TRY IT: For each line of the data below that contains "Glory", return that line.
======== EXERCISE MATERIALS
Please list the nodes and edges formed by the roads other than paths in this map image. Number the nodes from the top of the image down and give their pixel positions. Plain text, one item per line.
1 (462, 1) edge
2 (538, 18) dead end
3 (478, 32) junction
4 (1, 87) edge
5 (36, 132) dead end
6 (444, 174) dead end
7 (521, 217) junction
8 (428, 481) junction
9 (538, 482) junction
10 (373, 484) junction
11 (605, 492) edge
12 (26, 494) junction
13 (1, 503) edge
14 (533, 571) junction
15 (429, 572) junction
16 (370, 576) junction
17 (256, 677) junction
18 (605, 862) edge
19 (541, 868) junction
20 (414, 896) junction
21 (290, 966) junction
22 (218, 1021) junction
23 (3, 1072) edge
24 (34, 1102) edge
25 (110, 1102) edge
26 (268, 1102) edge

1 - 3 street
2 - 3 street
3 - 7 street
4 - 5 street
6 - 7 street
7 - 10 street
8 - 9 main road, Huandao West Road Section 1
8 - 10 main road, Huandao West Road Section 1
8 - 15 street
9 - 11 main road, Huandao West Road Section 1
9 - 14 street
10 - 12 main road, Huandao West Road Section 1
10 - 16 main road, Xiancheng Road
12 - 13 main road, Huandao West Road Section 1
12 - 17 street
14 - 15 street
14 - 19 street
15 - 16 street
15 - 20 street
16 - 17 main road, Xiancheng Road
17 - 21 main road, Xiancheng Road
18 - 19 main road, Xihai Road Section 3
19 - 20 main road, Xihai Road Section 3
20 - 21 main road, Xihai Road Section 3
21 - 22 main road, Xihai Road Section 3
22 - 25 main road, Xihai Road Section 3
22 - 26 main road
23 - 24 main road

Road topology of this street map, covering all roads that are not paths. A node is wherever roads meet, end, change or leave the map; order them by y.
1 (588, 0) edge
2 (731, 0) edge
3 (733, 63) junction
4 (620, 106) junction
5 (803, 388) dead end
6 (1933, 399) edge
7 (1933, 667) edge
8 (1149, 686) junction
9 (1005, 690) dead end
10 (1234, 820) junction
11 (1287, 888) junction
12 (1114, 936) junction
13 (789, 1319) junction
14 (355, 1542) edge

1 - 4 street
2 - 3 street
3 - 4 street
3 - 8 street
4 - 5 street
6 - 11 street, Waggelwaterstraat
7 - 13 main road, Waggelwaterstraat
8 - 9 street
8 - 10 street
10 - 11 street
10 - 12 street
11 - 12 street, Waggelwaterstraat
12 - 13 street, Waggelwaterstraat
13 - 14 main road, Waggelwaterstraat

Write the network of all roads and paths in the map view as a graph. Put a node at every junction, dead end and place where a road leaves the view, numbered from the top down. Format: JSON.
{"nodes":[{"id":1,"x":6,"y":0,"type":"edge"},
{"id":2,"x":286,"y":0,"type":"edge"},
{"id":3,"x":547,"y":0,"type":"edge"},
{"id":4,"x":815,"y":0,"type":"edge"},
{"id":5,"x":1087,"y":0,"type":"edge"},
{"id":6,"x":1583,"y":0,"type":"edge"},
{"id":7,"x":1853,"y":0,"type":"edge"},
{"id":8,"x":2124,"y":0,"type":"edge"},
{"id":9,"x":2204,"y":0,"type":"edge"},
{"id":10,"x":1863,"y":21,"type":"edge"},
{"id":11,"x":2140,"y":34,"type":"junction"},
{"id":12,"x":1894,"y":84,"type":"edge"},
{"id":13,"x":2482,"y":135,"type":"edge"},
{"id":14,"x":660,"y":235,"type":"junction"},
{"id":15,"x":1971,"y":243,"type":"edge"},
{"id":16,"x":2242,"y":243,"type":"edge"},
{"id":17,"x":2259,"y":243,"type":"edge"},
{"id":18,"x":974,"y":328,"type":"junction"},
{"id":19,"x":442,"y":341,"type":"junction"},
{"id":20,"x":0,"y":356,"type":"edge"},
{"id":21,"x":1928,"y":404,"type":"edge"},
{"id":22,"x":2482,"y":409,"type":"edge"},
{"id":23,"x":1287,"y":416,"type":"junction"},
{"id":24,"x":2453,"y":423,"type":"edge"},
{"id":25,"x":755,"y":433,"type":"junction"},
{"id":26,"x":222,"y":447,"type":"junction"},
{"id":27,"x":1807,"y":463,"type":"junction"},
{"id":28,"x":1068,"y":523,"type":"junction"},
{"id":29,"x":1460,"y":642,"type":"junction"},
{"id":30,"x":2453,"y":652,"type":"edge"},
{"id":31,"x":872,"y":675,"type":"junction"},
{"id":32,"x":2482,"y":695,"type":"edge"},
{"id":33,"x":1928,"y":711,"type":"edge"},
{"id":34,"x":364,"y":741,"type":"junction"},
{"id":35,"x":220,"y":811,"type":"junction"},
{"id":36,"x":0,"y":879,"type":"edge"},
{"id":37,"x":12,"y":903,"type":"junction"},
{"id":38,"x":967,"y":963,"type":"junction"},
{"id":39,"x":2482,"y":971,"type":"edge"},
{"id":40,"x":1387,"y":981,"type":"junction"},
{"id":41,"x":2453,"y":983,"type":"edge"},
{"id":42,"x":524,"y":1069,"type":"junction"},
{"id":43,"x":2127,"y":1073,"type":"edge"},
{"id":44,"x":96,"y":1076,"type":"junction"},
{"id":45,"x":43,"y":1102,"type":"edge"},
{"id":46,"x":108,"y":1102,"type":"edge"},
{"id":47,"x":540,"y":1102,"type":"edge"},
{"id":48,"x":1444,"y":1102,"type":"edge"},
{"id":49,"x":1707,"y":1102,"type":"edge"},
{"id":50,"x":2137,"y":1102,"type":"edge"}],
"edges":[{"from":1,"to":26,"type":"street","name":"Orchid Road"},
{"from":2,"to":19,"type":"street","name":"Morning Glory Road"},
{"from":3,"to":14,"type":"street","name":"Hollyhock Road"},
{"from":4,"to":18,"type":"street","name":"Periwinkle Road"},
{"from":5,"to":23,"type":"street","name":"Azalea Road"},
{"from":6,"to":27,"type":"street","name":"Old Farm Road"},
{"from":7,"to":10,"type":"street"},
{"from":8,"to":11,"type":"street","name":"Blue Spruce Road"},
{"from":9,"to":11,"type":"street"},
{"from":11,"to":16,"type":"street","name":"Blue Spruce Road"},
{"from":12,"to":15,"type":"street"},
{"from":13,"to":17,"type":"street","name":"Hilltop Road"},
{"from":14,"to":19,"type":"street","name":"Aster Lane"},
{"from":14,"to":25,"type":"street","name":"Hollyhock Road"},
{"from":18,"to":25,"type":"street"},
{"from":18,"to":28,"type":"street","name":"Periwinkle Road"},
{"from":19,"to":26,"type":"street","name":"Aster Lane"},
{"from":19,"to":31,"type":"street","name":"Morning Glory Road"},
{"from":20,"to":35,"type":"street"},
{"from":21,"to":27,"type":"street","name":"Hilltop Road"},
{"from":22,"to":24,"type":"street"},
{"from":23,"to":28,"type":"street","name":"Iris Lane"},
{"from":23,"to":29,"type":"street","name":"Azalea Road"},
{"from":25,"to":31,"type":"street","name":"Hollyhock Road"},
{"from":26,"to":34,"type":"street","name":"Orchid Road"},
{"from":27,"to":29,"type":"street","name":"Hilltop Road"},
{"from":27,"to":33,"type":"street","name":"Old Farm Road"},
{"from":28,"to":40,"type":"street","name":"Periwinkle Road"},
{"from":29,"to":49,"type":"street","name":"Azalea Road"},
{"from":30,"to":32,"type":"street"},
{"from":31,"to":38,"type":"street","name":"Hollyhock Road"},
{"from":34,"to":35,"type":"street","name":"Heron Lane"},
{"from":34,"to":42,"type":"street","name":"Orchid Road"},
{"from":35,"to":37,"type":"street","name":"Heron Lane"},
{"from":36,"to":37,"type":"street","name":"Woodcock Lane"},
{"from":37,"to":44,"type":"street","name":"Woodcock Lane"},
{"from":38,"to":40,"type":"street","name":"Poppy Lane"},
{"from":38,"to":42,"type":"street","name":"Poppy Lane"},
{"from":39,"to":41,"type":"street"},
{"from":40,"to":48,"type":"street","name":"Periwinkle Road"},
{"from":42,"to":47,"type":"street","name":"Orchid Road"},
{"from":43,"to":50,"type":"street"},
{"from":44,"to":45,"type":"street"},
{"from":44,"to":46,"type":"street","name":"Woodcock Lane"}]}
================
SOLUTION TO THIS TASK:
{"from":2,"to":19,"type":"street","name":"Morning Glory Road"},
{"from":19,"to":31,"type":"street","name":"Morning Glory Road"},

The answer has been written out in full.